• Records to process:

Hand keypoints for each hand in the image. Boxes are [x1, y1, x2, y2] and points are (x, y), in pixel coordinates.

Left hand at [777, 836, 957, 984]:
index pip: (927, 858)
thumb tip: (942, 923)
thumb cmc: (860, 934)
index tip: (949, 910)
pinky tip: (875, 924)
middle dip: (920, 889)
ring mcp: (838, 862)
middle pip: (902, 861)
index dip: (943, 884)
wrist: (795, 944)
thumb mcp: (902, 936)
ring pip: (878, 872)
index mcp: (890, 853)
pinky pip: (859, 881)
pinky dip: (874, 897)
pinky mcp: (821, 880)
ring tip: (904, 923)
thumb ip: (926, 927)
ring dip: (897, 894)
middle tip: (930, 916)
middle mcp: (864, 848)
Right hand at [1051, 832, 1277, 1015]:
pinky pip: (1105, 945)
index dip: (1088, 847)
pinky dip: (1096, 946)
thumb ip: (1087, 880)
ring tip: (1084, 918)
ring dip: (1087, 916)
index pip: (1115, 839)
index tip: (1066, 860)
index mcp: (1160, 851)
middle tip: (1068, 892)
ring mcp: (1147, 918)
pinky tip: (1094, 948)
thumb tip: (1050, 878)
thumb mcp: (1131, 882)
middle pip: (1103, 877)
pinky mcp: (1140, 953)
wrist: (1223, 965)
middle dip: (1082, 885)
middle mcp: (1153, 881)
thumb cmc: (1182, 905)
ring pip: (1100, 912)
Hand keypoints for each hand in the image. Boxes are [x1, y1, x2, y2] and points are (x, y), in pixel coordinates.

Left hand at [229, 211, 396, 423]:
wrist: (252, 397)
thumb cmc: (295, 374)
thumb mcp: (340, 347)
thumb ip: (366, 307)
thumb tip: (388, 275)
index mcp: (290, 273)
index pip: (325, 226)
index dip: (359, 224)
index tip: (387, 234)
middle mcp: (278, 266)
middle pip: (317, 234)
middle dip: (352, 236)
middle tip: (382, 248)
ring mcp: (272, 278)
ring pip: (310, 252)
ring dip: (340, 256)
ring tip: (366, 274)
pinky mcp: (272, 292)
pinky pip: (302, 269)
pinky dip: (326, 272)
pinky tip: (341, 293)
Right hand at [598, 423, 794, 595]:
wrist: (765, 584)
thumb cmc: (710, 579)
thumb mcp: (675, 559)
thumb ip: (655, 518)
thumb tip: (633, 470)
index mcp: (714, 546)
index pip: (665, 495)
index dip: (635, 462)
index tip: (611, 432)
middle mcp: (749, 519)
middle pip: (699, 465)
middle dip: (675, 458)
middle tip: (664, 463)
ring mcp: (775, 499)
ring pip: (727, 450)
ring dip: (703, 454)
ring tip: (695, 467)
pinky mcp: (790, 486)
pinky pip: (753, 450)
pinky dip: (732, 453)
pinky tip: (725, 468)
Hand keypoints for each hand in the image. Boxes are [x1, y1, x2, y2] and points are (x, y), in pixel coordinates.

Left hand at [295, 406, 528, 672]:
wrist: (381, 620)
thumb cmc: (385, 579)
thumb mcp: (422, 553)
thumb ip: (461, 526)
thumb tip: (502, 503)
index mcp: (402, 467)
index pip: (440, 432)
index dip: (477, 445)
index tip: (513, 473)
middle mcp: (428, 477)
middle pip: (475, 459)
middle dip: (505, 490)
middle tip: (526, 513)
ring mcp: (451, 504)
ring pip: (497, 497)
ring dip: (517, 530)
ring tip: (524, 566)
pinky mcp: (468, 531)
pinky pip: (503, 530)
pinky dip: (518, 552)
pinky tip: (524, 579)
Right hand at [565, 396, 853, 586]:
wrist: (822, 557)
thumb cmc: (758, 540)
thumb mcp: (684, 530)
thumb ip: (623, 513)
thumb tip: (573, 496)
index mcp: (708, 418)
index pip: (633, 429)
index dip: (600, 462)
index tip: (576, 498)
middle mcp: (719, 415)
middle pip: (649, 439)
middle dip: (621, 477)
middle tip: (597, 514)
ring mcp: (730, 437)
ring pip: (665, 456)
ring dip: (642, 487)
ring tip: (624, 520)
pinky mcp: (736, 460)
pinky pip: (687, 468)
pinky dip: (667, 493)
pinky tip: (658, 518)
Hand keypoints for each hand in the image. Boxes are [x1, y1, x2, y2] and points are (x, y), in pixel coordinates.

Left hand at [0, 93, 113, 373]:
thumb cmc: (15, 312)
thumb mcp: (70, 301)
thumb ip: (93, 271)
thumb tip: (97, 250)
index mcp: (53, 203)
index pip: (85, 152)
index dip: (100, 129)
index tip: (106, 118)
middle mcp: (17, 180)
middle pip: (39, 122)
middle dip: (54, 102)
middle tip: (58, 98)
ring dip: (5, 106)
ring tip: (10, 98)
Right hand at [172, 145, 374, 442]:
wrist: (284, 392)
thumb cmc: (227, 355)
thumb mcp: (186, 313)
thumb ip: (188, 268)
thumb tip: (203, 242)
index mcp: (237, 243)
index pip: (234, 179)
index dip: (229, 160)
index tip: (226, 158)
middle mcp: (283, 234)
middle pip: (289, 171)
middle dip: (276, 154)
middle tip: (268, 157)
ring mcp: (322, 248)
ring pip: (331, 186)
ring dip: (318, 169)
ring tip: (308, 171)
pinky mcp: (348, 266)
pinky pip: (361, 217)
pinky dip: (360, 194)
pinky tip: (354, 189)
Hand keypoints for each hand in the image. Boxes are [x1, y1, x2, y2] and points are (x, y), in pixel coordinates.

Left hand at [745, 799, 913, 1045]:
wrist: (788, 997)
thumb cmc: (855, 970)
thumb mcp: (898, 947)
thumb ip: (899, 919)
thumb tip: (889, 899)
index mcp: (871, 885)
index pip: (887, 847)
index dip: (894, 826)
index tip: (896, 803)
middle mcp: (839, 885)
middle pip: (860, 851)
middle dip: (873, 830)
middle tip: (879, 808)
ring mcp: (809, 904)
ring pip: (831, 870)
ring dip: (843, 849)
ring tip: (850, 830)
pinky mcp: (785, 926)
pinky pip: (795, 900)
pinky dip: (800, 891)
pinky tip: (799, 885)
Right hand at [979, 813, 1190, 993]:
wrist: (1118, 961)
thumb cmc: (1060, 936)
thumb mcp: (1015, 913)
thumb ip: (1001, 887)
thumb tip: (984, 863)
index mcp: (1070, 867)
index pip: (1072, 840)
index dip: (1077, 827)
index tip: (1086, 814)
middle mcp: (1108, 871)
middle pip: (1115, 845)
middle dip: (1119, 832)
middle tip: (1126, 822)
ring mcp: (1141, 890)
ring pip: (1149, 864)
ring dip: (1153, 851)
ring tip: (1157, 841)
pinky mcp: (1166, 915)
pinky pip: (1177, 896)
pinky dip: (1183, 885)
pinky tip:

• Exercise directions:
Restate word for word the entries above, starting at the line with "middle dip: (276, 154)" and ending at the line with "index pip: (887, 847)", inclusive, and no others.

• Result for this task:
middle dip: (276, 154)
middle tip: (268, 157)
ring mcp: (322, 248)
ring pip: (331, 186)
ring dip: (318, 169)
ring tip: (308, 171)
pinky mcp: (348, 266)
pinky pip: (361, 217)
pinky dip: (360, 194)
pinky tip: (354, 189)
Hand keypoints for each hand in the image. Boxes are [x1, y1, x2, y2] and points are (x, y), in pixel coordinates.

Left hand at [745, 799, 913, 1045]:
wrist: (788, 997)
thumb cmc: (855, 970)
thumb mcp: (898, 947)
thumb ip: (899, 919)
thumb tip: (889, 899)
index mcp: (871, 885)
index pip: (887, 847)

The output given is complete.